Восемь белых ночей - Асиман Андре. Страница 81
Мне эта мысль пришлась по сердцу. Теперь не нужно было считать, что пойти я могу только с Кларой. Если Клара сегодня и появится – что ж, окажется, что я с Лорен, а если не с Лорен, то с друзьями, и, говоря по совести, мне куда лучше с добрыми друзьями, чем с ехидной Кларой, которая постоянно напоминает, как мало я ей нужен, у нее же столько друзей и мужчин, и вечно она таскается то в центр, то на окраины, чтобы я почувствовал себя ущербной далекой планетой, низведенной из ранга спутника до всего лишь астероида. Бог ведает, что там она рассказывает обо мне своим друзьям. Или она – как и я: никому ни слова, вдруг легкое дуновение сплетни погасит умирающий огонек дружбы? Молчи, улыбайся, двигайся дальше. Молчи, потому что умираешь от желания всем рассказать, но боишься, что никто ничего не поймет, а если поймут, окажется, что там и понимать-то было нечего, – ты не хочешь видеть, как надежда угасает, блекнет и грузным болидом, пикирующим к земле, в итоге плюхается средь мрачных безжизненных складчатых гор сибирской тундры. Молчи, потому что оба мы готовы признать, что действительно ничего не было.
И все же Клара опешит, увидев меня с Лорен там, где – это мы оба знаем – мы собирались встретиться, если все иные планы не сработают. Этот зарок нерушим.
Или Клара рассмеется, да так громко, что лучше мне крепко подумать, прежде чем приглашать в кино Лорен.
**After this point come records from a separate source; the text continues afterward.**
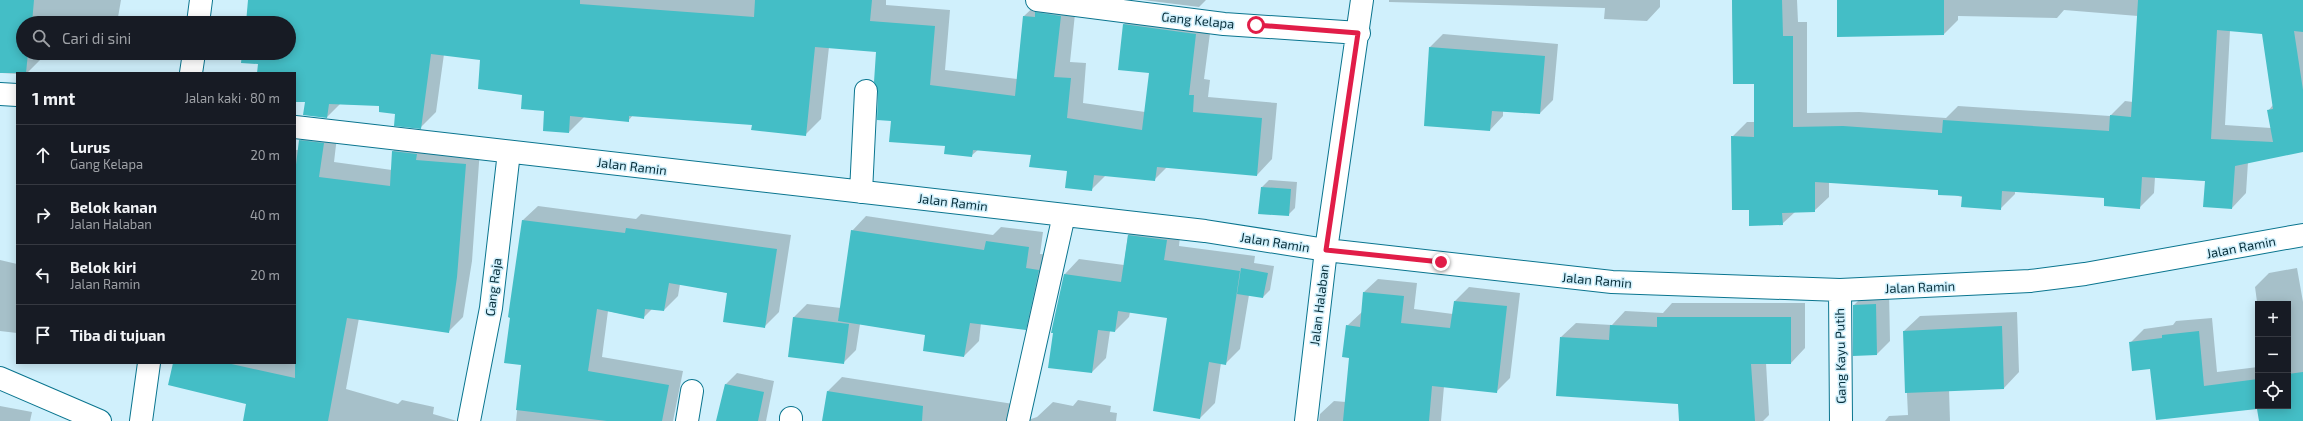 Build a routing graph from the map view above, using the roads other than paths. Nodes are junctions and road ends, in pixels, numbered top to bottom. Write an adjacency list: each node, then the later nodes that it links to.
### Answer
1 (201, 0): 4 (street)
2 (1038, 0): 5 (street, Gang Kelapa)
3 (1362, 0): 5 (street, Jalan Halaban)
4 (199, 16)
5 (1358, 33): 16 (street, Jalan Halaban)
6 (193, 60): 7 (street)
7 (191, 72)
8 (866, 91): 13 (street)
9 (0, 94): 10 (street)
10 (16, 95)
11 (296, 127): 12 (street, Jalan Ramin)
12 (509, 152): 13 (street, Jalan Ramin); 23 (street, Gang Raja)
13 (861, 192): 14 (street, Jalan Ramin)
14 (1064, 215): 16 (street, Jalan Ramin); 25 (street)
15 (2303, 235): 17 (street, Jalan Ramin)
16 (1326, 250): 17 (street, Jalan Ramin); 26 (street, Jalan Halaban)
17 (1840, 290): 27 (street, Gang Kayu Putih)
18 (149, 364): 22 (street)
19 (0, 378): 21 (street)
20 (692, 391): 24 (street)
21 (100, 421)
22 (141, 421)
23 (469, 421)
24 (687, 421)
25 (1018, 421)
26 (1306, 421)
27 (1841, 421) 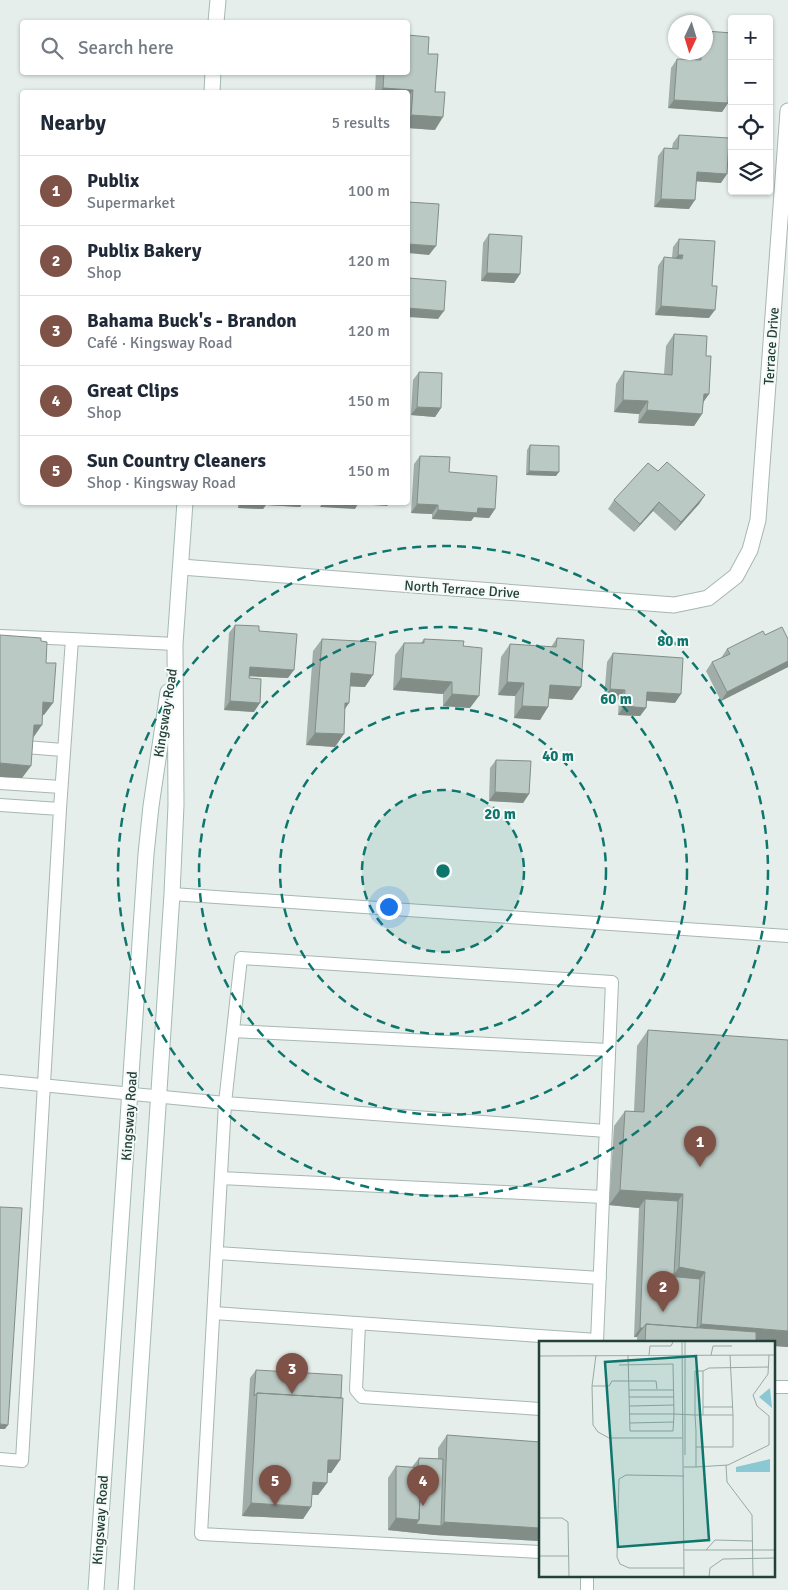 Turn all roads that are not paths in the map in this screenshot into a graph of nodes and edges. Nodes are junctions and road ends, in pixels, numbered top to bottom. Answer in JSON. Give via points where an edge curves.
{"nodes":[{"id":1,"x":218,"y":0,"type":"edge"},
{"id":2,"x":216,"y":20,"type":"edge"},
{"id":3,"x":213,"y":75,"type":"edge"},
{"id":4,"x":212,"y":90,"type":"edge"},
{"id":5,"x":788,"y":112,"type":"edge"},
{"id":6,"x":185,"y":505,"type":"edge"},
{"id":7,"x":181,"y":567,"type":"junction"},
{"id":8,"x":736,"y":576,"type":"joint"},
{"id":9,"x":0,"y":636,"type":"edge"},
{"id":10,"x":72,"y":639,"type":"junction"},
{"id":11,"x":175,"y":644,"type":"junction"},
{"id":12,"x":25,"y":747,"type":"edge"},
{"id":13,"x":63,"y":750,"type":"junction"},
{"id":14,"x":0,"y":783,"type":"edge"},
{"id":15,"x":61,"y":787,"type":"junction"},
{"id":16,"x":0,"y":805,"type":"edge"},
{"id":17,"x":60,"y":809,"type":"junction"},
{"id":18,"x":172,"y":894,"type":"junction"},
{"id":19,"x":788,"y":936,"type":"edge"},
{"id":20,"x":233,"y":1031,"type":"junction"},
{"id":21,"x":609,"y":1050,"type":"junction"},
{"id":22,"x":0,"y":1081,"type":"edge"},
{"id":23,"x":42,"y":1084,"type":"junction"},
{"id":24,"x":131,"y":1092,"type":"junction"},
{"id":25,"x":161,"y":1095,"type":"junction"},
{"id":26,"x":226,"y":1103,"type":"junction"},
{"id":27,"x":606,"y":1131,"type":"junction"},
{"id":28,"x":221,"y":1178,"type":"junction"},
{"id":29,"x":603,"y":1197,"type":"junction"},
{"id":30,"x":217,"y":1252,"type":"junction"},
{"id":31,"x":600,"y":1278,"type":"junction"},
{"id":32,"x":214,"y":1313,"type":"junction"},
{"id":33,"x":359,"y":1324,"type":"junction"},
{"id":34,"x":597,"y":1341,"type":"edge"},
{"id":35,"x":539,"y":1409,"type":"edge"},
{"id":36,"x":0,"y":1459,"type":"edge"},
{"id":37,"x":539,"y":1552,"type":"edge"},
{"id":38,"x":96,"y":1590,"type":"edge"},
{"id":39,"x":126,"y":1590,"type":"edge"}],
"edges":[{"from":1,"to":2,"type":"street"},
{"from":3,"to":4,"type":"street"},
{"from":5,"to":8,"type":"street","name":"Terrace Drive","via":[[758,520],[750,550]]},
{"from":6,"to":7,"type":"street","name":"Kingsway Road"},
{"from":7,"to":8,"type":"street","name":"North Terrace Drive","via":[[674,605],[708,598]]},
{"from":7,"to":11,"type":"street","name":"Kingsway Road"},
{"from":9,"to":10,"type":"lane"},
{"from":10,"to":11,"type":"lane"},
{"from":10,"to":13,"type":"lane"},
{"from":11,"to":18,"type":"street","name":"Kingsway Road","via":[[176,805]]},
{"from":11,"to":24,"type":"street","name":"Kingsway Road","via":[[151,806]]},
{"from":12,"to":13,"type":"lane"},
{"from":13,"to":15,"type":"lane"},
{"from":14,"to":15,"type":"lane"},
{"from":15,"to":17,"type":"lane"},
{"from":16,"to":17,"type":"lane"},
{"from":17,"to":23,"type":"lane"},
{"from":18,"to":19,"type":"lane"},
{"from":18,"to":25,"type":"street","name":"Kingsway Road"},
{"from":20,"to":21,"type":"lane"},
{"from":20,"to":21,"type":"lane","via":[[241,958],[612,982]]},
{"from":20,"to":26,"type":"lane"},
{"from":21,"to":27,"type":"lane"},
{"from":22,"to":23,"type":"lane"},
{"from":23,"to":24,"type":"lane"},
{"from":23,"to":36,"type":"lane","via":[[22,1461]]},
{"from":24,"to":25,"type":"lane"},
{"from":24,"to":38,"type":"street","name":"Kingsway Road"},
{"from":25,"to":26,"type":"lane"},
{"from":25,"to":39,"type":"street","name":"Kingsway Road"},
{"from":26,"to":27,"type":"lane"},
{"from":26,"to":28,"type":"lane"},
{"from":27,"to":29,"type":"lane"},
{"from":28,"to":29,"type":"lane"},
{"from":28,"to":30,"type":"lane"},
{"from":29,"to":31,"type":"lane"},
{"from":30,"to":31,"type":"lane"},
{"from":30,"to":32,"type":"lane"},
{"from":31,"to":34,"type":"lane"},
{"from":32,"to":33,"type":"lane"},
{"from":32,"to":37,"type":"lane","via":[[201,1534]]},
{"from":33,"to":34,"type":"lane"},
{"from":33,"to":35,"type":"lane","via":[[356,1390],[362,1397]]}]}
Тут до меня дошло. Клара запросто может явиться с кем-то. Эта мысль ввергла меня в исступление, я почувствовал, что падаю в пропасть ярости и отчаяния. Что мне сказать, если она придет с другим? Прижмется к его плечу, когда они сядут. Или они встанут вдвоем у входа – кофе в руках, решают, куда сесть, болтают про Сейянсу и мириканскую погоду. После фильма, если дождь не перестанет, останутся пережидать у главного входа в кинотеатр.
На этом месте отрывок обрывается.